Sanders plans to make public college free, as it already is in most of Europe, and much of Latin America. And since Sanders’ plan would not subsidize private colleges, it is conservative compared to those countries where all good colleges are free and public and where private college is a vulgarity. But Clinton opposes free tuition, not primarily because of pragmatism, but because she believes that free public college is intrinsically unjust; because she does not believe that taxpayers should send “Donald Trump’s kids” to school for free. It follows that Clinton should work to abolish in-state tuition, since why should we pay to subsidize Trump’s kids? Hell, why don’t we abolish public K-12 education, to spite a tiny fraction of super-rich children? This faux-populist and cynical notion that the many should not subsidize tuition for the wealthy has been a favored tactic of right-wing economists from Milton Friedman to Gary Becker, used to oppose nearly every new social program.

Clinton is at her obfuscatory worst when discussing financial regulation. In the fourth Democratic debate, she demurred Sanders’ plan for a 21st century Glass-Steagall Act not for any specific reason, but because Sanders’ advocacy of Glass-Steagall seems to her an implicit denunciation of President Obama. When asked to respond to Sanders’s championing Glass-Steagall and to clarify the differences between herself and Sanders, Clinton remarked, “Well, there’s no daylight on the basic premise that there should be no bank too big to fail and no individual too powerful to jail. We agree on that.

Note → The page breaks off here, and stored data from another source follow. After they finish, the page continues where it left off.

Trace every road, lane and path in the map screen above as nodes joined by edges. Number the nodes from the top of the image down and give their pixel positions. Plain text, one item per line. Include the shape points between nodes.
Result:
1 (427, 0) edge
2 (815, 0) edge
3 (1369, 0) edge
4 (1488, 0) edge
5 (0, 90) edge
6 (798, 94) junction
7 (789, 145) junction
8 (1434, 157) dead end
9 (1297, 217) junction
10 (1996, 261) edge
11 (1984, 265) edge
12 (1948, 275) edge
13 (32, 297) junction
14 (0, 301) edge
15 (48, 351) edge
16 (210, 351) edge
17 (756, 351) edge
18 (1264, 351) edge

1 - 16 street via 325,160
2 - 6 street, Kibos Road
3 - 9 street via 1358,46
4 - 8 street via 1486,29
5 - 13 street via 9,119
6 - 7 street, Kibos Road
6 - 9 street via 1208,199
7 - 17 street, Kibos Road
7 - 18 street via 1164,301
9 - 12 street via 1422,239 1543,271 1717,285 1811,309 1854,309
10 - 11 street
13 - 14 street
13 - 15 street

But where we disagree is the comments that Senator Sanders has made […]. Senator Sanders called [Obama] weak, disappointing. So I’m going to defend Dodd- Frank and I’m going to defend President Obama for taking on Wall Street, taking on the financial industry and getting results.” Elsewhere, Clinton has remarked that Glass-Steagall “is nowhere near enough,” and that her financial regulation plan is far more progressive than Sanders’.  She fails to explain why her own wild-eyed idealism should succeed on this particular issue, and why Sanders’s should fail on others. The charitable view is that Clinton’s ideas on financial regulation are extremely eccentric: Dodd-Frank surprisingly goes far enough, but Glass-Steagall somehow doesn’t; and Sanders, who, to her, is a dreamer on most issues, is unimaginatively conservative on this one that he cares most deeply about. A more plausible view is that Clinton is using crude tricks, scaring off sound policy in the name of Obama and using pathetic hand-waving to avoid promising to support crash-preventing legislation such as Glass-Steagall.

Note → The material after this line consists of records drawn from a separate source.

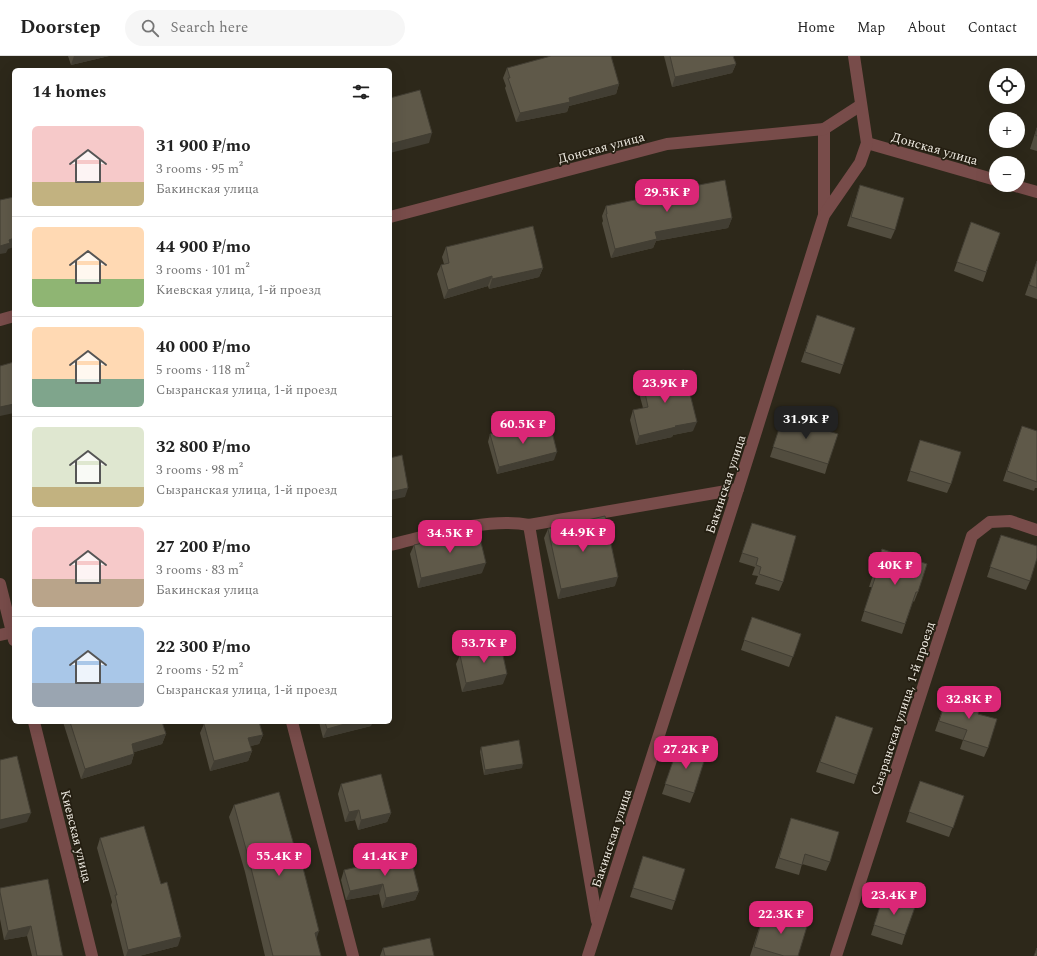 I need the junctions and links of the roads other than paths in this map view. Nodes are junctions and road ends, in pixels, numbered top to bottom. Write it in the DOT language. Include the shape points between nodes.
graph roads {
  1 [pos="854,56"];
  2 [pos="861,105"];
  3 [pos="824,129"];
  4 [pos="866,143"];
  5 [pos="989,178"];
  6 [pos="1025,189"];
  7 [pos="1037,192"];
  8 [pos="824,215"];
  9 [pos="392,216"];
  10 [pos="12,317"];
  11 [pos="0,320"];
  12 [pos="738,489"];
  13 [pos="529,525"];
  14 [pos="1037,530"];
  15 [pos="392,545"];
  16 [pos="0,584"];
  17 [pos="12,631"];
  18 [pos="0,635"];
  19 [pos="12,635"];
  20 [pos="34,724"];
  21 [pos="293,724"];
  22 [pos="598,924"];
  23 [pos="92,956"];
  24 [pos="354,956"];
  25 [pos="588,956"];
  26 [pos="836,956"];
  1 -- 2 [label="street, Бакинская улица"];
  2 -- 3 [label="street"];
  2 -- 4 [label="street, Бакинская улица"];
  3 -- 8 [label="street"];
  3 -- 9 [label="street, Донская улица" via="667,144"];
  4 -- 5 [label="street, Донская улица"];
  4 -- 8 [label="street, Бакинская улица" via="860,163"];
  6 -- 7 [label="street"];
  8 -- 12 [label="street, Бакинская улица"];
  10 -- 11 [label="street"];
  12 -- 13 [label="street"];
  12 -- 22 [label="street, Бакинская улица"];
  13 -- 15 [label="street" via="516,522 472,526"];
  13 -- 22 [label="street, Бакинская улица"];
  14 -- 26 [label="street, Сызранская улица, 1-й проезд" via="1010,521 990,522 972,536"];
  16 -- 17 [label="street"];
  18 -- 19 [label="street"];
  20 -- 23 [label="street, Киевская улица"];
  21 -- 24 [label="street"];
  22 -- 25 [label="street, Бакинская улица"];
} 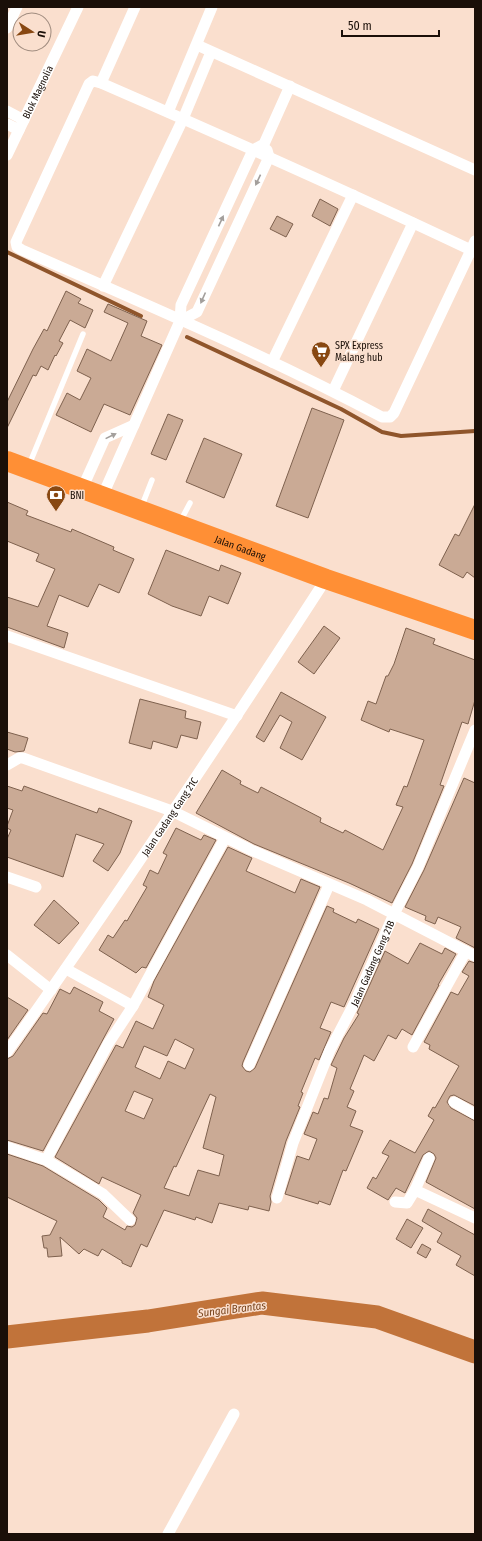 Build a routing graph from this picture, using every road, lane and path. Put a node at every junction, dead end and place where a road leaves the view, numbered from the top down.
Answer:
1 (17, 7) edge
2 (78, 7) edge
3 (135, 7) edge
4 (212, 7) edge
5 (7, 28) edge
6 (197, 45) junction
7 (211, 52) junction
8 (102, 83) junction
9 (290, 86) junction
10 (7, 111) edge
11 (168, 112) junction
12 (183, 119) junction
13 (24, 120) junction
14 (7, 124) edge
15 (19, 130) junction
16 (264, 144) junction
17 (253, 150) junction
18 (7, 155) edge
19 (269, 157) junction
20 (475, 170) edge
21 (352, 195) junction
22 (413, 223) junction
23 (212, 240) junction
24 (226, 247) junction
25 (474, 248) edge
26 (103, 286) junction
27 (180, 321) junction
28 (83, 334) dead end
29 (272, 362) junction
30 (333, 391) junction
31 (134, 425) junction
32 (7, 461) edge
33 (28, 469) junction
34 (152, 480) dead end
35 (82, 489) junction
36 (102, 497) junction
37 (190, 502) dead end
38 (140, 510) junction
39 (179, 524) junction
40 (326, 579) junction
41 (475, 630) edge
42 (7, 636) edge
43 (237, 716) junction
44 (475, 730) edge
45 (7, 765) edge
46 (172, 811) junction
47 (225, 838) junction
48 (7, 877) edge
49 (329, 885) junction
50 (36, 887) dead end
51 (394, 914) junction
52 (471, 954) edge
53 (7, 956) edge
54 (66, 970) junction
55 (51, 990) junction
56 (133, 1006) junction
57 (413, 1047) dead end
58 (7, 1052) edge
59 (249, 1065) dead end
60 (454, 1102) dead end
61 (475, 1114) edge
62 (7, 1147) edge
63 (429, 1158) dead end
64 (46, 1160) junction
65 (415, 1190) junction
66 (277, 1198) dead end
67 (395, 1202) dead end
68 (475, 1218) edge
69 (130, 1220) dead end
70 (234, 1414) dead end
71 (168, 1534) edge

1 - 5 street
2 - 13 street, Blok Magnolia
3 - 8 street
4 - 6 street
6 - 7 street
6 - 11 street
7 - 9 street
7 - 12 street
8 - 11 street
8 - 26 street
9 - 16 street
9 - 20 street
10 - 13 street
11 - 12 street
12 - 17 street
12 - 26 street
13 - 15 street, Blok Magnolia
14 - 15 street
15 - 18 street, Blok Magnolia
16 - 17 street
16 - 19 street
17 - 19 street
23 -> 17 street
19 - 21 street
19 -> 24 street
21 - 22 street
21 - 29 street
22 - 25 street
22 - 30 street
23 - 24 street
23 - 27 street
24 -> 27 street
25 - 30 street
26 - 27 street
27 - 29 street
27 - 31 street
28 - 33 lane
29 - 30 street
35 -> 31 street
31 - 36 street
32 - 33 highway, Jalan Gadang
33 - 35 highway, Jalan Gadang
34 - 38 lane
35 - 36 highway, Jalan Gadang
36 - 38 highway, Jalan Gadang
37 - 39 lane
38 - 39 highway, Jalan Gadang
39 - 40 highway, Jalan Gadang
40 - 41 highway, Jalan Gadang
40 - 43 street, Jalan Gadang Gang 21C
42 - 43 street
43 - 46 street, Jalan Gadang Gang 21C
44 - 51 street, Jalan Gadang Gang 21B
45 - 46 street
46 - 47 street
46 - 54 street, Jalan Gadang Gang 21C
47 - 49 street
47 - 56 street
48 - 50 street
49 - 51 street
49 - 59 street
51 - 52 street
51 - 66 street, Jalan Gadang Gang 21B
52 - 57 street
53 - 55 street
54 - 55 street, Jalan Gadang Gang 21C
54 - 56 street
55 - 58 street, Jalan Gadang Gang 21C
56 - 64 street
60 - 61 street
62 - 64 street
63 - 65 street
64 - 69 street
65 - 67 street
65 - 68 street
70 - 71 street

Clinton’s arguments on healthcare, higher education and regulation, if taken seriously, reduce to self-satire. She can only be defended on the dubious grounds that she is lying about them; that she is not crude enough to oppose needed legislation because of the Norquistian and Friedmanite reasons that she gives, but simply because she knows that Sanders’ legislation is unlikely to pass, and that it is somehow unpalatable to directly state this. No doubt her apologists believe this, which is why they support her despite the right-wing logic that informs her rhetoric. Their tortuous belief is that Clinton, who has never been progressive in her 25 years on the national stage, now really is a progressive thanks to pressure from Sanders; but that she is preferable to Sanders not because of the reactionary reasons she gives to distinguish her from him, but because deep down, she knows that her half-measures are more likely to pass than Sanders’s progressive platform—all despite the fact that Obama got almost nothing passed since 2011, no matter how mildly progressive or even moderate or center-right his proposals were. Maybe Clinton is a secret pragmatist like Obama is a secret Muslim.